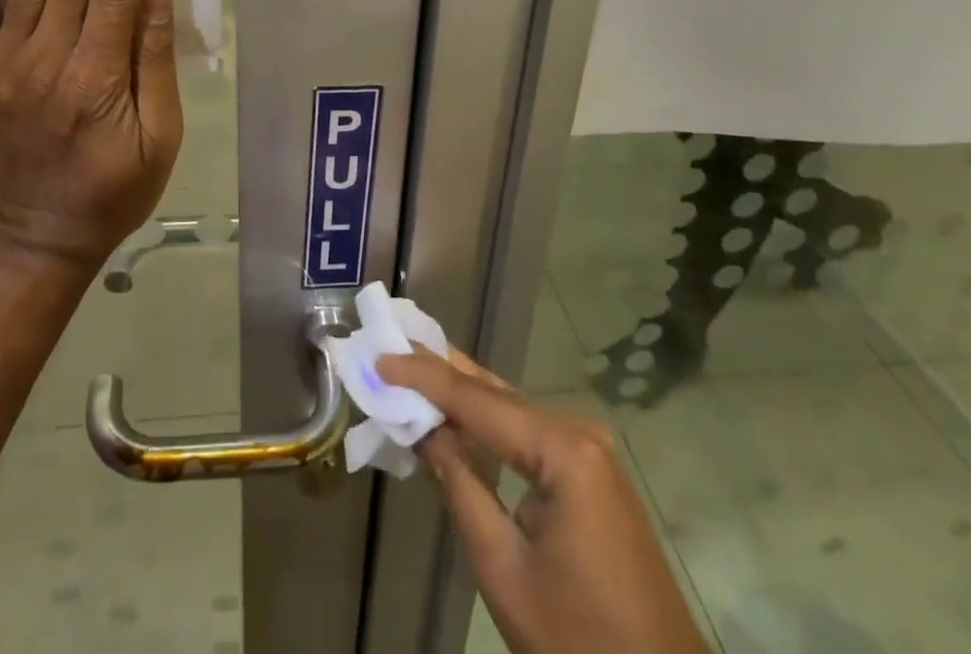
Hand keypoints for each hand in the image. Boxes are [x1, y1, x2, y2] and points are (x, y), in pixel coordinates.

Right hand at [379, 351, 707, 653]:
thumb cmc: (579, 644)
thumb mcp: (503, 567)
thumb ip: (459, 485)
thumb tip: (420, 427)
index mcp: (563, 450)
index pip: (477, 401)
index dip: (423, 377)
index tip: (379, 357)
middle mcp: (579, 433)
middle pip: (495, 394)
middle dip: (440, 371)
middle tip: (392, 346)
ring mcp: (589, 453)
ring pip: (511, 410)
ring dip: (461, 393)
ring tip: (412, 366)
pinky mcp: (591, 475)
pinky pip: (528, 434)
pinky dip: (487, 422)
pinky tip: (457, 412)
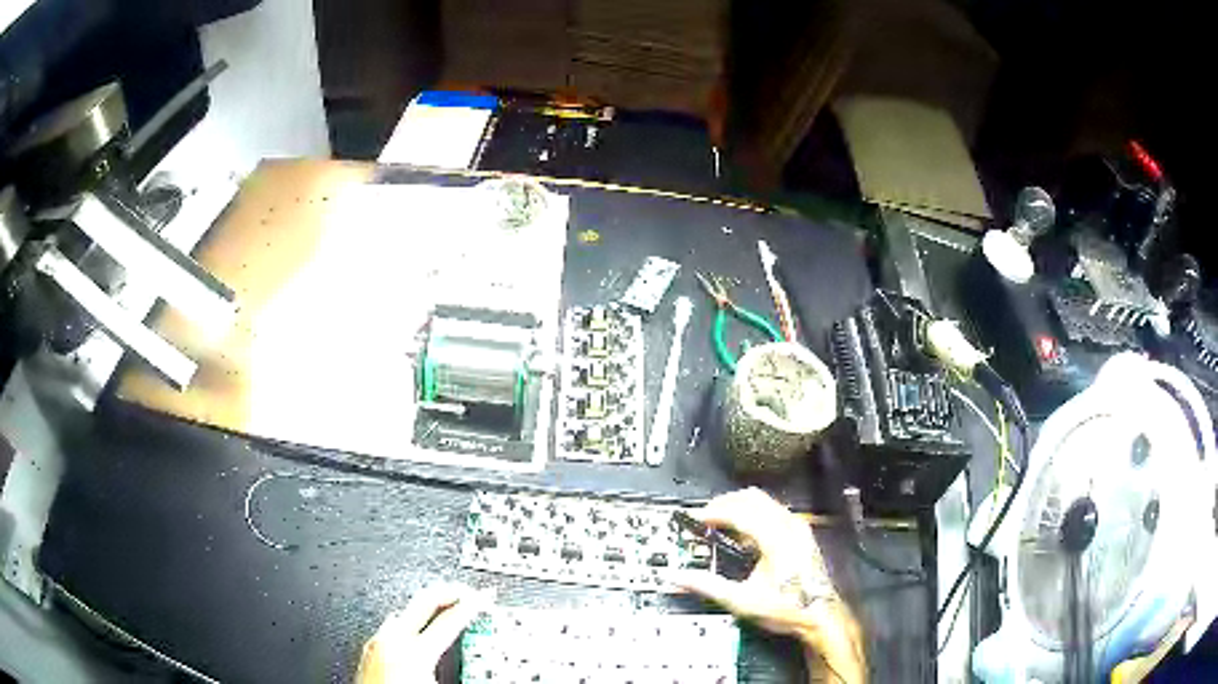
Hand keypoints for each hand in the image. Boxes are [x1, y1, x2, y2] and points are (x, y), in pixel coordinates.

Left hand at [356, 582, 494, 683]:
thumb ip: (464, 676)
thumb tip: (484, 671)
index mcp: (414, 651)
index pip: (451, 619)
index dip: (473, 605)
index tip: (485, 598)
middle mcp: (392, 641)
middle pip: (424, 601)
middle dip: (449, 592)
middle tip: (468, 592)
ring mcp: (377, 643)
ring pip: (404, 610)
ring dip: (428, 607)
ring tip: (445, 609)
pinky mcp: (368, 652)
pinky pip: (391, 626)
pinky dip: (409, 622)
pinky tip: (415, 631)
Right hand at [676, 488, 865, 683]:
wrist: (820, 615)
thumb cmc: (786, 608)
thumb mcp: (742, 601)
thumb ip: (707, 586)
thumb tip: (678, 577)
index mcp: (776, 539)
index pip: (740, 512)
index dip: (714, 512)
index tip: (695, 518)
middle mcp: (789, 526)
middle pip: (752, 498)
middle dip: (725, 504)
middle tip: (704, 517)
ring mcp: (798, 527)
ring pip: (764, 502)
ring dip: (739, 507)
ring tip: (720, 522)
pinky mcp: (801, 533)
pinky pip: (774, 510)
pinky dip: (753, 513)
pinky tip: (743, 533)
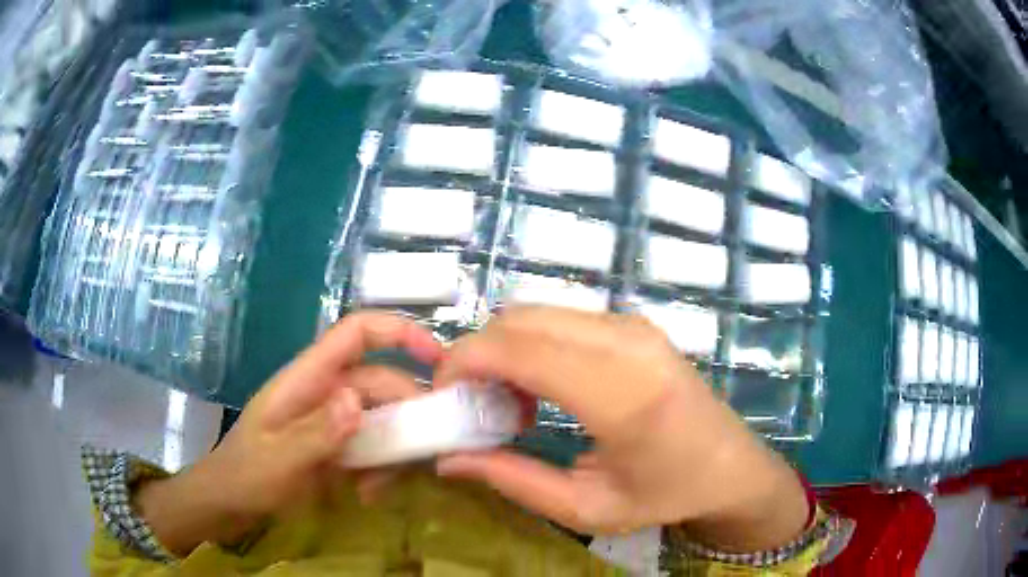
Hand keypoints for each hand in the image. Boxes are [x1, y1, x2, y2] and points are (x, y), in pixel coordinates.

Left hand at [134, 312, 442, 556]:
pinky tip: (371, 493)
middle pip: (381, 382)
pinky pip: (373, 447)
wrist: (229, 503)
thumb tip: (359, 400)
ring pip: (382, 418)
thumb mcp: (279, 459)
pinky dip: (380, 468)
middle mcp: (325, 392)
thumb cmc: (246, 475)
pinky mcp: (336, 446)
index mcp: (306, 379)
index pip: (356, 334)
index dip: (399, 333)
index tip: (439, 359)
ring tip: (385, 485)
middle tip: (427, 450)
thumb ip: (316, 432)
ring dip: (394, 450)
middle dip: (407, 413)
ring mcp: (332, 421)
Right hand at [433, 307, 808, 550]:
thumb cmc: (665, 495)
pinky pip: (563, 317)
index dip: (464, 362)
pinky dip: (533, 342)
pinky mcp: (636, 324)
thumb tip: (447, 459)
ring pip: (537, 312)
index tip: (443, 395)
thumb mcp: (586, 508)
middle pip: (520, 320)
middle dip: (478, 353)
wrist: (730, 466)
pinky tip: (543, 386)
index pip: (518, 349)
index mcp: (622, 395)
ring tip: (509, 401)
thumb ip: (512, 480)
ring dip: (506, 348)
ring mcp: (635, 326)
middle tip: (473, 403)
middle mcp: (628, 343)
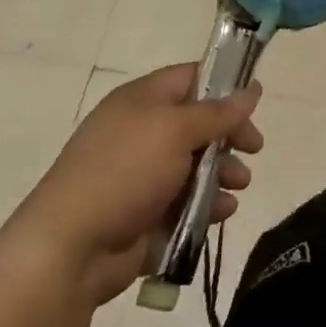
____________
WHAT IS BEING ASKED
Reproduce exactly the lines from the one containing "pinky pip: (563, 317)" through the last line of the records, both included, leaving out every picture.

YOUR SOLUTION
pinky pip: (563, 317)
index dip: (464, 362)
pinky dip: (533, 342)
pinky mcp: (636, 324)
thumb tip: (447, 459)
ring pip: (537, 312)
index tip: (443, 395)
thumb mcp: (586, 508)
middle pip: (520, 320)
middle dip: (478, 353)
wrist: (730, 466)
pinky tip: (543, 386)
index pip: (518, 349)
index mcp: (622, 395)
ring tip: (509, 401)
thumb ip: (512, 480)
ring dip: (506, 348)
ring mcp: (635, 326)
middle tip: (473, 403)
middle mcp: (628, 343)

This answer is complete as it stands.